John made us (now Ed, Nina, and me) breakfast-- huevos rancheros (scrambled eggs and beans on tortillas).

Ed was still working on melting out an icepit for his sensors, so I couldn't use the melting device to get my sediment trap out of the ice. We found a triple-beam balance in the middle lab, and I decided to use that for my sediment weighing. The last time I used a triple-beam was in high school...boy, digital balances are a lot easier and more convenient. I sieved my sediment samples to collect the various sizes of sediments (2 cm, 300um, 63um, and smaller). I then took 5 samples from each size of sediment. So, for example, I put about 8 g of 2 cm-sized sediment into each of 5 bottles. The bottles were labeled 2 cm, Time 0 hr-- 2cm, Time 12 hr-- 2cm, Time 24 hr-- 2 cm, Time 36 hr-- 2 cm, Time 48 hr. Tonight I will be starting my experiment, having received extra bottles from Nina's lab. I will add meltwater to all of the bottles and then immediately filter off the meltwater from the 2 cm, Time 0 hr bottle to pour into 3 separate bottles- 40 mls for nutrient analysis, 30 mls for cation analysis, and 30 mls for anion analysis. This would be done for each size sediment every 12 hours. I finished washing and labeling the bottles I received from Nina.
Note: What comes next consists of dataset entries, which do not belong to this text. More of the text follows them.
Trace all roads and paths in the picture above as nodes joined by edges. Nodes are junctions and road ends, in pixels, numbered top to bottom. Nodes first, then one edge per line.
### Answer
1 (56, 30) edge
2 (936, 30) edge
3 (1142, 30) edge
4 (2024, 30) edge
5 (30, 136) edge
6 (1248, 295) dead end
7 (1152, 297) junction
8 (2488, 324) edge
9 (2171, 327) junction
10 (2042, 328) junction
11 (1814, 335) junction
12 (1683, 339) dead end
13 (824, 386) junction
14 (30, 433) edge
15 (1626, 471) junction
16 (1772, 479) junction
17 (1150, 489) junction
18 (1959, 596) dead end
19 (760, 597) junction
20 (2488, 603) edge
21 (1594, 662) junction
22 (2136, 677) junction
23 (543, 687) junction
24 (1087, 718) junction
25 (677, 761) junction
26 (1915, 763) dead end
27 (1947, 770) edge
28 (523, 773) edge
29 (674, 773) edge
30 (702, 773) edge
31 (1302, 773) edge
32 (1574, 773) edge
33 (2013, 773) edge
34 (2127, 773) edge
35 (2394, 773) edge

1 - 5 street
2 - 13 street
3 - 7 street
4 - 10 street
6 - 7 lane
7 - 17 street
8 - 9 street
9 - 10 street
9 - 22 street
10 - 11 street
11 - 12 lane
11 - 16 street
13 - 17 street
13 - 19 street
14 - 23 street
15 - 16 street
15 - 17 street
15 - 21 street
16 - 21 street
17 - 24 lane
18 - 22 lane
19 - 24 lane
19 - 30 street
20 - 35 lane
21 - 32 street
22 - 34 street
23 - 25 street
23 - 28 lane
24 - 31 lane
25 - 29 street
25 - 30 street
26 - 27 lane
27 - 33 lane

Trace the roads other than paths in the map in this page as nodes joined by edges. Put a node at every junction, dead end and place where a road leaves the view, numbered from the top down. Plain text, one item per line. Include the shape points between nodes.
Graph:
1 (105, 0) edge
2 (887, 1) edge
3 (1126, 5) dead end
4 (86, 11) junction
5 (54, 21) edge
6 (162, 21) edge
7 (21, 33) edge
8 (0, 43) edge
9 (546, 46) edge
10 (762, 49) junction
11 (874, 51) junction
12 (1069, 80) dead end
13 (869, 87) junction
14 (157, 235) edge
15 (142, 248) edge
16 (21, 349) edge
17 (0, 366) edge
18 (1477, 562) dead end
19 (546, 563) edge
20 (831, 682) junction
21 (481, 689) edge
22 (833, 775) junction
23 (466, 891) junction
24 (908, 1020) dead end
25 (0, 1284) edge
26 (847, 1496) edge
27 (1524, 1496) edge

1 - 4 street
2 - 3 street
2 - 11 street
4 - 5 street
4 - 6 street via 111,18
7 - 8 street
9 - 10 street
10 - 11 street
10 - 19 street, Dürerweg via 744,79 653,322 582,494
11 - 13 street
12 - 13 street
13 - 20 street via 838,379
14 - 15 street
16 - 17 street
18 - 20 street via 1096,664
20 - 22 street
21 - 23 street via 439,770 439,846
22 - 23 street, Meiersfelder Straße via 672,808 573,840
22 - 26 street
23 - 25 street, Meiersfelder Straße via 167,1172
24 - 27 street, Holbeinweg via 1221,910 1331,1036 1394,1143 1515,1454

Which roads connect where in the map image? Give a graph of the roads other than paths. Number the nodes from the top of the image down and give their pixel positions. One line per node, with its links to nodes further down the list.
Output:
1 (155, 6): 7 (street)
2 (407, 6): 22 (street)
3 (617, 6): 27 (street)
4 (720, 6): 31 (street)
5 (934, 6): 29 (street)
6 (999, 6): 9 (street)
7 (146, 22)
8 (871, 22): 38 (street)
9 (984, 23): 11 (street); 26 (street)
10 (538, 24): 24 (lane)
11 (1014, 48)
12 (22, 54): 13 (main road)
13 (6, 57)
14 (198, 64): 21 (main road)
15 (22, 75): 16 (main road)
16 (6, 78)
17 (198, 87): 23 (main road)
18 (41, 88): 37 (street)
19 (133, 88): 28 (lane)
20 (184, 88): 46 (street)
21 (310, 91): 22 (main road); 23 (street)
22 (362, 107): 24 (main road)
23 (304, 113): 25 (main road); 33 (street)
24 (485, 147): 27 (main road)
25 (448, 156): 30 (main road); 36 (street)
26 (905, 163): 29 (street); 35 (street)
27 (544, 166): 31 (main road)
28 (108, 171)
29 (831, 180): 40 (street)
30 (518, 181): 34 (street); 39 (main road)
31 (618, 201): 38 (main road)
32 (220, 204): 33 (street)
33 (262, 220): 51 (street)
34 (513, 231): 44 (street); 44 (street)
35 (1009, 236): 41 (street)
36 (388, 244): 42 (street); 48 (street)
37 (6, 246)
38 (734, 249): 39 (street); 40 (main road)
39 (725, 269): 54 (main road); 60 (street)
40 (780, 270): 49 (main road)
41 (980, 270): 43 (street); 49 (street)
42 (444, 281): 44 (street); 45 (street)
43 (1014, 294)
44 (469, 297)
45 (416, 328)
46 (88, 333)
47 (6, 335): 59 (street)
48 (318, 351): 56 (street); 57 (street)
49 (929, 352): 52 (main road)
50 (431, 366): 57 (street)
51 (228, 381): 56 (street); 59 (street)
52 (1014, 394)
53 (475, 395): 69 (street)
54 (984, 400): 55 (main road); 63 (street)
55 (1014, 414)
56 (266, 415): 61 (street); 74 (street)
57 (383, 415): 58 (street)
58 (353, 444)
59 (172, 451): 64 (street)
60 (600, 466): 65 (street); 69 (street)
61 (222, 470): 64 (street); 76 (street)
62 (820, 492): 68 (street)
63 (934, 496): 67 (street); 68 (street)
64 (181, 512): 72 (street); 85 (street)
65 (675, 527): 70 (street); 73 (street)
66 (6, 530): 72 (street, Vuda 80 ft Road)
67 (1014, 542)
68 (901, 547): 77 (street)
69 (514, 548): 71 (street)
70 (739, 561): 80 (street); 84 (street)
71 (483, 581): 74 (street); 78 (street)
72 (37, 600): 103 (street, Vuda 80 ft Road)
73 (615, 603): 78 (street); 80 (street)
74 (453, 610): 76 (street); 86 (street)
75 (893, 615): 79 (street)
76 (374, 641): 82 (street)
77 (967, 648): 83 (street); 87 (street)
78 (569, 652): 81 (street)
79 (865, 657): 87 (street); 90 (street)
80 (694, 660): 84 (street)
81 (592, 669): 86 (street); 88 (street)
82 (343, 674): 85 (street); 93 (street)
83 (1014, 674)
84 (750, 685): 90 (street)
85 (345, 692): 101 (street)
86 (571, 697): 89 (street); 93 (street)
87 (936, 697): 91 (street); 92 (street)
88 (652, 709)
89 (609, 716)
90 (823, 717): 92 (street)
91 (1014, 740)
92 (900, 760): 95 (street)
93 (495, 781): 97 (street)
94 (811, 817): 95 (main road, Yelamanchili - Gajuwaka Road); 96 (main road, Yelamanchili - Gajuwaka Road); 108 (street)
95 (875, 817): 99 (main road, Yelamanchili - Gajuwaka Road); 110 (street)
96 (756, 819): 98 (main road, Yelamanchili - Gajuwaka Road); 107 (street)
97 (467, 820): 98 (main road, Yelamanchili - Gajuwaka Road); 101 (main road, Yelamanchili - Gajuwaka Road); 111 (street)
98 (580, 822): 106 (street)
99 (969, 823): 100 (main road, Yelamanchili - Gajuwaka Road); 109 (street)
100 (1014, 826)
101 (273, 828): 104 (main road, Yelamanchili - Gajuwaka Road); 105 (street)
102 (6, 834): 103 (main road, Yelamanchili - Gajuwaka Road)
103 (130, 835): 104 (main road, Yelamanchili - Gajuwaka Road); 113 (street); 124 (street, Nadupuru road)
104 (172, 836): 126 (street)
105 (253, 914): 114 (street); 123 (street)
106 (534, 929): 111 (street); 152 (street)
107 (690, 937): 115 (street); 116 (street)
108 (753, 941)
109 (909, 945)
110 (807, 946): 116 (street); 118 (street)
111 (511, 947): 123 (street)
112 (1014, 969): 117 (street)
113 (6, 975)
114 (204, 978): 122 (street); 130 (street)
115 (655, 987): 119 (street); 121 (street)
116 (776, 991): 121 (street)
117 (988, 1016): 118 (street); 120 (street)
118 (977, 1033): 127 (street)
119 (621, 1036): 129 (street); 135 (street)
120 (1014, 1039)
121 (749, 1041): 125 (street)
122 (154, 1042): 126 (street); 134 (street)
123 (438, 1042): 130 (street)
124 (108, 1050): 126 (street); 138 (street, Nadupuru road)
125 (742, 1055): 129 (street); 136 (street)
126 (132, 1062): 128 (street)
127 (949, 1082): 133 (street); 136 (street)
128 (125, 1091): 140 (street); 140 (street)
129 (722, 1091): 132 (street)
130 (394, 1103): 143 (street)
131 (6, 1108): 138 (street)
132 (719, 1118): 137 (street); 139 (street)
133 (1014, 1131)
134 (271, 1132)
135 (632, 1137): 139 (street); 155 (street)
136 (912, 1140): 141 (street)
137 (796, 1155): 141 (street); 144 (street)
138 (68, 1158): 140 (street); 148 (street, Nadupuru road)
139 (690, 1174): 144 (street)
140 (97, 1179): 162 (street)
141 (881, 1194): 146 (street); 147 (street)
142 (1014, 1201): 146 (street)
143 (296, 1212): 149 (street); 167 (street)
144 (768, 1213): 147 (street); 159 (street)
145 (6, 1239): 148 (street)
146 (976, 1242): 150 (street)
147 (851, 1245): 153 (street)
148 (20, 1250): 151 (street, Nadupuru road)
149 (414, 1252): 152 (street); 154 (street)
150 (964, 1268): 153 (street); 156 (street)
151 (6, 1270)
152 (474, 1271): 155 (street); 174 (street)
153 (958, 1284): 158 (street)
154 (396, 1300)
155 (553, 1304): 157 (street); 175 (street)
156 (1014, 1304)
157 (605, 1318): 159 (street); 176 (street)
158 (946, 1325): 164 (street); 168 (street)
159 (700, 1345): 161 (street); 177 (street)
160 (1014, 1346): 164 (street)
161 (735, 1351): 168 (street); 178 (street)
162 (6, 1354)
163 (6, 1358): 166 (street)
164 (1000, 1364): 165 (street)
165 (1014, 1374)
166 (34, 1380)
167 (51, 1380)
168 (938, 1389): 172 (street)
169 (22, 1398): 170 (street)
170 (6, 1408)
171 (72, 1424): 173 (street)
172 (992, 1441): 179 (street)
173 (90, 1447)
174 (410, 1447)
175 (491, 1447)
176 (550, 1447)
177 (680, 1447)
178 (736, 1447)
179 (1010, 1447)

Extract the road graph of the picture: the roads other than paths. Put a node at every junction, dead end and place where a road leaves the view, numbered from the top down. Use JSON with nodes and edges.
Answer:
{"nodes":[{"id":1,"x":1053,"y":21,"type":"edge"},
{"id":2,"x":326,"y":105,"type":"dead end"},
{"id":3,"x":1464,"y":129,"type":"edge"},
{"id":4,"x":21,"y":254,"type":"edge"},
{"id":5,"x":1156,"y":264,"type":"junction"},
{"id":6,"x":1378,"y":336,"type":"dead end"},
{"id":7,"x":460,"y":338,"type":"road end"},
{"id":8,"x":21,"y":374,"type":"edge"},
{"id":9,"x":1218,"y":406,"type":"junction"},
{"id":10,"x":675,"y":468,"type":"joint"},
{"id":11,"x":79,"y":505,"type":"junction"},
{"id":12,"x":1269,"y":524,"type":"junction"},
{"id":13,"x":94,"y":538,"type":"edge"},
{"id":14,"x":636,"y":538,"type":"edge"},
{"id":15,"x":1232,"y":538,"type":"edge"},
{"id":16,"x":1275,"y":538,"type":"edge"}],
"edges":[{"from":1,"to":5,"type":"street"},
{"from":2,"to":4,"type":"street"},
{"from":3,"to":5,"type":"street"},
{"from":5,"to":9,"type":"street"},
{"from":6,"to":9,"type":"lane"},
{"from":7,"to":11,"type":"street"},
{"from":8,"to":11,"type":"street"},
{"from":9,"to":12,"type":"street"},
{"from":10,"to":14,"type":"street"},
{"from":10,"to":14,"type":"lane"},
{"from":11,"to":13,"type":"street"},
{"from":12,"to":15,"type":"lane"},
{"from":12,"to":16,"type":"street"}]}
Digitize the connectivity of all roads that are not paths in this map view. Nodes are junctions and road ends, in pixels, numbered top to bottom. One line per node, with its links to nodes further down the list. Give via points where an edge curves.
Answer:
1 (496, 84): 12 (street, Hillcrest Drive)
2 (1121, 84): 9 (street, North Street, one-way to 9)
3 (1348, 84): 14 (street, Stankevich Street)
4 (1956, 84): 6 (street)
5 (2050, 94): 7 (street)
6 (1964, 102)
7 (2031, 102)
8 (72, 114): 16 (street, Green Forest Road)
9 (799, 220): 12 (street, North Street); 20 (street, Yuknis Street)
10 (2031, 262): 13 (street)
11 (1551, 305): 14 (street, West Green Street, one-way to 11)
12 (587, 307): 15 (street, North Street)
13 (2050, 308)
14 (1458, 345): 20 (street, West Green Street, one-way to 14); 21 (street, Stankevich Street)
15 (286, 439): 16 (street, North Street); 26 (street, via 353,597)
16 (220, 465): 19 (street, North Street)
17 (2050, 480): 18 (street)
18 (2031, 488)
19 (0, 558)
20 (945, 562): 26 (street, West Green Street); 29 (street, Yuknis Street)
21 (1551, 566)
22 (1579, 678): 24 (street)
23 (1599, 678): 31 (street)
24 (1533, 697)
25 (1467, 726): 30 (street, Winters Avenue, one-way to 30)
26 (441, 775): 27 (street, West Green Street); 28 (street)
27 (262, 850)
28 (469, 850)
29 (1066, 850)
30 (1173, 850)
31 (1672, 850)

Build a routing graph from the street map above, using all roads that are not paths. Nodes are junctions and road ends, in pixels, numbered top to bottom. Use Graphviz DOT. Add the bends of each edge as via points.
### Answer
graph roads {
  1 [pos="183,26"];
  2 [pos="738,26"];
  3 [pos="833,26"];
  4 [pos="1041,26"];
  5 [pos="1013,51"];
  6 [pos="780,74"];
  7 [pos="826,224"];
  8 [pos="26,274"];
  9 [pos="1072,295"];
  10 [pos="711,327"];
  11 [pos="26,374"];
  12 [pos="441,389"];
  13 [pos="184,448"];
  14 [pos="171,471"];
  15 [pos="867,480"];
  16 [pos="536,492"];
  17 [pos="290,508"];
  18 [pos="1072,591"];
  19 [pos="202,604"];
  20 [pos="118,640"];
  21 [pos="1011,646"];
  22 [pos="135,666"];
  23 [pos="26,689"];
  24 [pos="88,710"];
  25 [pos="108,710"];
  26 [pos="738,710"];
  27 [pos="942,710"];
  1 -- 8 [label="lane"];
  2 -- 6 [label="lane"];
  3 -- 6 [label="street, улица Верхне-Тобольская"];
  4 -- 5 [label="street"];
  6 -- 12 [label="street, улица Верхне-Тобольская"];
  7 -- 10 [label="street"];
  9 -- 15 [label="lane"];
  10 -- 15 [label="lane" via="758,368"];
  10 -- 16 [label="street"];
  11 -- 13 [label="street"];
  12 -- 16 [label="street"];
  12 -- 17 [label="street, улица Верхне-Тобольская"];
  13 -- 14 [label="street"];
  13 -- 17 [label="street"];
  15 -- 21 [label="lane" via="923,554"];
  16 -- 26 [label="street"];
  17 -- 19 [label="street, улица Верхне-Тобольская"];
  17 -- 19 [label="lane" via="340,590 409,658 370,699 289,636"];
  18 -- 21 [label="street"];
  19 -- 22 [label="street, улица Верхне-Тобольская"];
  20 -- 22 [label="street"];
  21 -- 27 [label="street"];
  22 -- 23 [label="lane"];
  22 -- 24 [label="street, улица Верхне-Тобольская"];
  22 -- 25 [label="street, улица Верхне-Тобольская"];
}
John showed Nina and me how to turn the generator on and off and how to check the oil, just in case we were stuck in camp and needed power for some reason. The generator shed is a short distance away from the Jamesway. The generator is turned on when power is needed, especially in the labs (the incubator, the filtering systeming, and the portable heaters). The microwave, stereo, and computers in the Jamesway are usually run off of the generator, too.

Nina and I had lunch (John and Ed were working on the icepit on the lake...attempting to chainsaw portions of it out). I took time out to call Dan (my husband). The phone works pretty well out in camp, except on cloudy days. The phone is run off of a solar panel, I hear...There have been several days that I have not been able to call home because of this.

I made some coffee to take out to John and Ed on the ice...warm liquids make all the difference in the world when you're cold...great technique for keeping warm! They were coming in for lunch as I was walking out to them, so they drank their coffee with lunch.

I chipped more ice for meltwater, thinking that I would need a little more for my experiments that I'm starting tonight. Nina made dinner (enchiladas, Spanish rice, and corn). Delicious!

I started my sediment nutrient leaching experiments at 8:00 pm. It took me 2 hours to get everything done, but I had to start the experiment and collect Time 0 hr. filtrates.

I made myself a hot water bottle for the bottom of my sleeping bag and went to bed around 10:30 pm. I have to wake up about 7:30 tomorrow, so I'm ready to go on my experiment by 8:00 am (my 12 hr. checkpoint).

John playing his guitar, relaxing after breakfast. The guitar itself is very light...perfect for traveling!

At night the shadows on the mountains are so pretty and dramatic. These are the mountains across the lake from our camp at Lake Bonney.